Aquel modelo estuvo en buena parte alimentado por la convergencia de tres grandes actores, los partidos tradicionales, la izquierda y el Banco Mundial, que descubrieron en la década de 1980 que “lo pequeño es hermoso”. Los partidos, a través de su atomización, que transfirió el poder a jefaturas departamentales y municipales; la izquierda, a través de la oleada de paros cívicos que le sugirieron que había un escenario ideal para entrar en contacto, por fin, con la gente; el Banco Mundial, a través del redescubrimiento de la sociedad civil y su larga deriva ideológica antiestatista. Así, políticos prácticos, intelectuales y cuadros de izquierda, y tecnócratas, se pusieron de acuerdo alrededor de una forma específica de descentralización. No había aquí, por supuesto, un plan maestro, sino el desarrollo de una serie de esquemas mentales y de intereses que se iban encontrando de manera interactiva. Como se suele decir en una disciplina afín a la ciencia política, acaso más rigurosa que ella, “los astros estaban alineados”.

El problema es que ese modelo de estructura territorial perdía del todo las realidades de Colombia. Colombia está en guerra. Su Estado, por factores que escapan a su control, no puede regular su principal cultivo de exportación, la coca. Y es un país que necesita desesperadamente de grandes proyectos adelantados por el Estado central. Piénsese no más en el brutal rezago de infraestructura que padecemos, y en sus terribles impactos negativos en la calidad de vida de la gente y en las oportunidades de desarrollo del país. Esto, en contraste con los dineros de las regalías gastados, a veces dilapidados, en medio del más absoluto desorden.

Temas como el de las regalías, las CAR, el desarrollo de la infraestructura, han estado a la orden del día.

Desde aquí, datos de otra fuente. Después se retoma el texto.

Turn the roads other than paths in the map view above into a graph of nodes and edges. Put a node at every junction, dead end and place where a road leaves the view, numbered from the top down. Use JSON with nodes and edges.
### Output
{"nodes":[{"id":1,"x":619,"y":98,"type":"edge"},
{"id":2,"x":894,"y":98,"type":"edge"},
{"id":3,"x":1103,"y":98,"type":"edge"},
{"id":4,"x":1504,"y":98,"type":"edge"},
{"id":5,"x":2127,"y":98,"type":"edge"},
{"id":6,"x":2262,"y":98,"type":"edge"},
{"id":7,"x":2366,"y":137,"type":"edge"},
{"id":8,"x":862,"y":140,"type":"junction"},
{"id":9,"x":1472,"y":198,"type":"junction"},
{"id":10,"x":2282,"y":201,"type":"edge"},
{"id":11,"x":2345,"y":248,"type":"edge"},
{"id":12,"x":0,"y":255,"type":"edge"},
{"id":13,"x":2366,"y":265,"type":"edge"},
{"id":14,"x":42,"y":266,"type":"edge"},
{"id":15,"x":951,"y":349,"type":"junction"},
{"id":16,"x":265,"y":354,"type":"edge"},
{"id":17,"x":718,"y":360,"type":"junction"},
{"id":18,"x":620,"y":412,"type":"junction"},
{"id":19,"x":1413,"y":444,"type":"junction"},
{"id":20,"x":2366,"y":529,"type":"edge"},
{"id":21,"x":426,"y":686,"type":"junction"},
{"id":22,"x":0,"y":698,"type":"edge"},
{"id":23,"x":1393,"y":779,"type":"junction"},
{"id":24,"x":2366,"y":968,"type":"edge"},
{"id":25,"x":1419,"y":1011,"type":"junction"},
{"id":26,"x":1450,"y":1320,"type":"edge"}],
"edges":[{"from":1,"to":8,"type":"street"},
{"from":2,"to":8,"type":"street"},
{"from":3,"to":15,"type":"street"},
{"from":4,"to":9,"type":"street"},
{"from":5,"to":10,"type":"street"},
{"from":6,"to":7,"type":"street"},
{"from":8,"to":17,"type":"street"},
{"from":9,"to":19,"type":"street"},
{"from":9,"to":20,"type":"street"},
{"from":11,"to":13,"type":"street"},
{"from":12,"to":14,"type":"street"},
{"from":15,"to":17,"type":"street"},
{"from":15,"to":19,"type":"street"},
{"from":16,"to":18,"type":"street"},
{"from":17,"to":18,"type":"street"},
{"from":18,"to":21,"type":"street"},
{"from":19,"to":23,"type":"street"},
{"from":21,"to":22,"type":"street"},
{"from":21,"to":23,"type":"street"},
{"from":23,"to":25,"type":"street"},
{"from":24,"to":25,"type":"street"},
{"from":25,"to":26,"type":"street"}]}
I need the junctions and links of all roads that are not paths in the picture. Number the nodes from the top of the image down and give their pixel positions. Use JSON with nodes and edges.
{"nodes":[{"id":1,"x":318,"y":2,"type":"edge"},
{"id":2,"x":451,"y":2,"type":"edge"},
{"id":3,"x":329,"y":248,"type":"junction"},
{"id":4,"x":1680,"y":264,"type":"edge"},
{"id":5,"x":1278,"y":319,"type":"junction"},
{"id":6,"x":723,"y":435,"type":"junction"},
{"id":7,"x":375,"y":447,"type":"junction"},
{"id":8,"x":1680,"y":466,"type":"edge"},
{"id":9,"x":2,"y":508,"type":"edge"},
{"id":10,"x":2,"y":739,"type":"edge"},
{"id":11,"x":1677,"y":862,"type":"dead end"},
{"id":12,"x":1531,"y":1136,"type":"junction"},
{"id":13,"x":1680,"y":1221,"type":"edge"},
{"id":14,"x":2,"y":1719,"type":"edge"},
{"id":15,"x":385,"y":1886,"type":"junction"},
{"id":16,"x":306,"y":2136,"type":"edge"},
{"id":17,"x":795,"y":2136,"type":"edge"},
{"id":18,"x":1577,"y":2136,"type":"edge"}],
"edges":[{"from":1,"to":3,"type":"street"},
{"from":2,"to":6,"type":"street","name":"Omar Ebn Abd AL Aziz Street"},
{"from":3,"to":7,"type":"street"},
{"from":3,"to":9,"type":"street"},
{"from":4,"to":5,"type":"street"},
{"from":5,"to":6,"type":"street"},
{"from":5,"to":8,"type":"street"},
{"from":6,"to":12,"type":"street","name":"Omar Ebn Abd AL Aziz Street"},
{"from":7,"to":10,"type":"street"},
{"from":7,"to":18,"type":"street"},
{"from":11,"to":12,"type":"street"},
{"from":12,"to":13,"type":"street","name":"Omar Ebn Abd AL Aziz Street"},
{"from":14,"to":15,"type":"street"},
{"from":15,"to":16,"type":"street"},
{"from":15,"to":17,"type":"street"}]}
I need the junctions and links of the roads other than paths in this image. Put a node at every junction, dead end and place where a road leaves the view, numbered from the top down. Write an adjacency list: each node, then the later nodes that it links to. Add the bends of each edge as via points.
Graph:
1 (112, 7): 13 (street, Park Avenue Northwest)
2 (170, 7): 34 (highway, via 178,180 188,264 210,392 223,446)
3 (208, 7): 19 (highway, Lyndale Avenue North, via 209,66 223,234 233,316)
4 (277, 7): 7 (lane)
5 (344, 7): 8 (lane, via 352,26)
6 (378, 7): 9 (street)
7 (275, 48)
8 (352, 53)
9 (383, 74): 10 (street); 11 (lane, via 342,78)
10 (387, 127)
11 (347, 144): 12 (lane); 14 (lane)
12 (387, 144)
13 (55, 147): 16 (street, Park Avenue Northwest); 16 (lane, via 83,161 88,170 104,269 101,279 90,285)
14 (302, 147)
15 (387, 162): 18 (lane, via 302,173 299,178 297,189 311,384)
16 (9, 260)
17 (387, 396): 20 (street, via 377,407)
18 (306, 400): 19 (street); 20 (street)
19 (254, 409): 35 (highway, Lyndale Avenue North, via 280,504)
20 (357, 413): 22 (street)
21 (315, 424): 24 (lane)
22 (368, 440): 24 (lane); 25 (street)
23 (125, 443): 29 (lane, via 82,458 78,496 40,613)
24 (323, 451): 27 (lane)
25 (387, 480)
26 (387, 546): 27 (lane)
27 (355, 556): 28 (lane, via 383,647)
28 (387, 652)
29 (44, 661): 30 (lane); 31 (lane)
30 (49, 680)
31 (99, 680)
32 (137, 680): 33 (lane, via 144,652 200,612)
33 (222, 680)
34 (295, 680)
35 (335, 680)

La zambra que le hizo un puñado de alcaldes al buen ministro de Transporte, pidiendo el regreso a los alegres tiempos de Uribe, no es casual. Las estructuras territoriales generan su propia economía política. Por mi parte, estoy convencido de que el país está al mismo tiempo demasiado centralizado y demasiado descentralizado. Esto podría parecer una paradoja fácil, pero tiene su explicación, a la que espero volver en algún futuro cercano.